> _TASK INSTRUCTIONS_: Wherever the word "Rafael" appears in a line below, that line counts; report the total number of such lines only.

> _RECORDS_:
:::

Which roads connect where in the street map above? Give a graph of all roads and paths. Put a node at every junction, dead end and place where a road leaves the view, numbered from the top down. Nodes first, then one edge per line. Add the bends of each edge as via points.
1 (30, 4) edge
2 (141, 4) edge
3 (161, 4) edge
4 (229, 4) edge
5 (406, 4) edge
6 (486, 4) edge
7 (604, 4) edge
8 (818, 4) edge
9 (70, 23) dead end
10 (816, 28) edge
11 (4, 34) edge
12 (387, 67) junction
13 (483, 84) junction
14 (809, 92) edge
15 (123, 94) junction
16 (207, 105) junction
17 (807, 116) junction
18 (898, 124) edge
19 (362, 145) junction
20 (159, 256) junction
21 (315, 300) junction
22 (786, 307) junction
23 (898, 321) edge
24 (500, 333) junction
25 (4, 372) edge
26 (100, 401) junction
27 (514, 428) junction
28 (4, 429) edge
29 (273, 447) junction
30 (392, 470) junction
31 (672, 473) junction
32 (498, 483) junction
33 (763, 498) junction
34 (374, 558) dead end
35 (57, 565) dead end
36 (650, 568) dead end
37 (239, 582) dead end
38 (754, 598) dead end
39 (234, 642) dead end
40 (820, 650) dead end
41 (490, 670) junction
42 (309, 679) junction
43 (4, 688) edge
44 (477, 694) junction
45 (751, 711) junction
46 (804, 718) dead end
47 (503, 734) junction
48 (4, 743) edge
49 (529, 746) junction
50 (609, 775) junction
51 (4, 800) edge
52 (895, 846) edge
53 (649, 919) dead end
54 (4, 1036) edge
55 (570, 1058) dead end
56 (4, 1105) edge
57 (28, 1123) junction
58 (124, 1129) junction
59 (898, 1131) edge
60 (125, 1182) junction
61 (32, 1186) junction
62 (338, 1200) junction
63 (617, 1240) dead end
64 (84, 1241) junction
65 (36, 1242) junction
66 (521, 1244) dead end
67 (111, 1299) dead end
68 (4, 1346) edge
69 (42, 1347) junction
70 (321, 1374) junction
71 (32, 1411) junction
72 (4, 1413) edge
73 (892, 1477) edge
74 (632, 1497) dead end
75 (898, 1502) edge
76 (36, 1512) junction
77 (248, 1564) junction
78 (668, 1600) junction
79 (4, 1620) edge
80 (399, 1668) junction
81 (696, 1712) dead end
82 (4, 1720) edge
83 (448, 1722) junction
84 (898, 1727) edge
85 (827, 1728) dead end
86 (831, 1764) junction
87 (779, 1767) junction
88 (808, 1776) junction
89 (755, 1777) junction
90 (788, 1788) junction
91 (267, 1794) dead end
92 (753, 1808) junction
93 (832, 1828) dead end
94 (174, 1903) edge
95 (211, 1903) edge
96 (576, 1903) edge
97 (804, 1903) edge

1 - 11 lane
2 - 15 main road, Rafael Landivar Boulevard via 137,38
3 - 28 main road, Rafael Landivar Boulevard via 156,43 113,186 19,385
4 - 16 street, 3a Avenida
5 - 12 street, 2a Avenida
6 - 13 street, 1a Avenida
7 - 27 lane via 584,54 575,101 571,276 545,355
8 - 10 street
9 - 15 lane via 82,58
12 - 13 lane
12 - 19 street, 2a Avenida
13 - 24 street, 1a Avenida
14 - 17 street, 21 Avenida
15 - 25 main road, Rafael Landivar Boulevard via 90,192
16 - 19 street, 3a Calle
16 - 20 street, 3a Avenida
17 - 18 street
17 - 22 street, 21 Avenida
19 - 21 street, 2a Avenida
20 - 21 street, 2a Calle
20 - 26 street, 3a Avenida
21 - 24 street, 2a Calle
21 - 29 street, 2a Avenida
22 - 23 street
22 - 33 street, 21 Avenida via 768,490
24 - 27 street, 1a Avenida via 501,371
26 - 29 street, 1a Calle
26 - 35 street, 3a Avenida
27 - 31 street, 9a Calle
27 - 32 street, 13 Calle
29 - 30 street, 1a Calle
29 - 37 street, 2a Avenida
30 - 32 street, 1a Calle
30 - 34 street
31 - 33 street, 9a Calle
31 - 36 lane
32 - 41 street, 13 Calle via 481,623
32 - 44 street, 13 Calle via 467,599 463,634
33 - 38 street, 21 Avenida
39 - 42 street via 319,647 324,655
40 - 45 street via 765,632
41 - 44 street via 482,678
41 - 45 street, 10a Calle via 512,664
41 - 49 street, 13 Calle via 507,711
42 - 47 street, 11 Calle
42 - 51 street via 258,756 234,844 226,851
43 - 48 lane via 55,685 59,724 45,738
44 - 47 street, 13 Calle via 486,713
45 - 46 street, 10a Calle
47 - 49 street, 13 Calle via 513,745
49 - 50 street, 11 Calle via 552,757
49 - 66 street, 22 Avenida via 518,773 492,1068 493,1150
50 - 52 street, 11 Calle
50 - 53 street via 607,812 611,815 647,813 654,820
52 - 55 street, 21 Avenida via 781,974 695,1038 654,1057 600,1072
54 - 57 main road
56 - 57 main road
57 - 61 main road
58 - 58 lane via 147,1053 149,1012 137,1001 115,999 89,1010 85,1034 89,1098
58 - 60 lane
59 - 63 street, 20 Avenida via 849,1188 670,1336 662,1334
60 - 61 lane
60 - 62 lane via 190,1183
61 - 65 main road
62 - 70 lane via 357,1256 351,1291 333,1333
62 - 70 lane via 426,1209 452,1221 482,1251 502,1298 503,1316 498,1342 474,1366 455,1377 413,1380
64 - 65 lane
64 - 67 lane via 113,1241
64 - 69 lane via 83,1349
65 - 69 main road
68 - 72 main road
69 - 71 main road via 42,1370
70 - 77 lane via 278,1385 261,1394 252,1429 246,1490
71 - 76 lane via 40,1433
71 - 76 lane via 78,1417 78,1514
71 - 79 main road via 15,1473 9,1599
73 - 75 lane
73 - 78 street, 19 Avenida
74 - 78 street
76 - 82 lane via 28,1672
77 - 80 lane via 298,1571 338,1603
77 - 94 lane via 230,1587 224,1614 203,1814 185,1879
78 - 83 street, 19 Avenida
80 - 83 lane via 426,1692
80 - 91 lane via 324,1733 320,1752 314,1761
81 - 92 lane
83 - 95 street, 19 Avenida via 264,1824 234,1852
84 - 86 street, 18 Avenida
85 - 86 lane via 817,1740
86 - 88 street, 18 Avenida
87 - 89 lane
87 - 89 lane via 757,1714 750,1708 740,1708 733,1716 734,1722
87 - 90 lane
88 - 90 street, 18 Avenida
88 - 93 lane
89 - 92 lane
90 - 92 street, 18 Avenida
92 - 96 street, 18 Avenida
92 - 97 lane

:::

> _REPLY TO THE TASK_: 3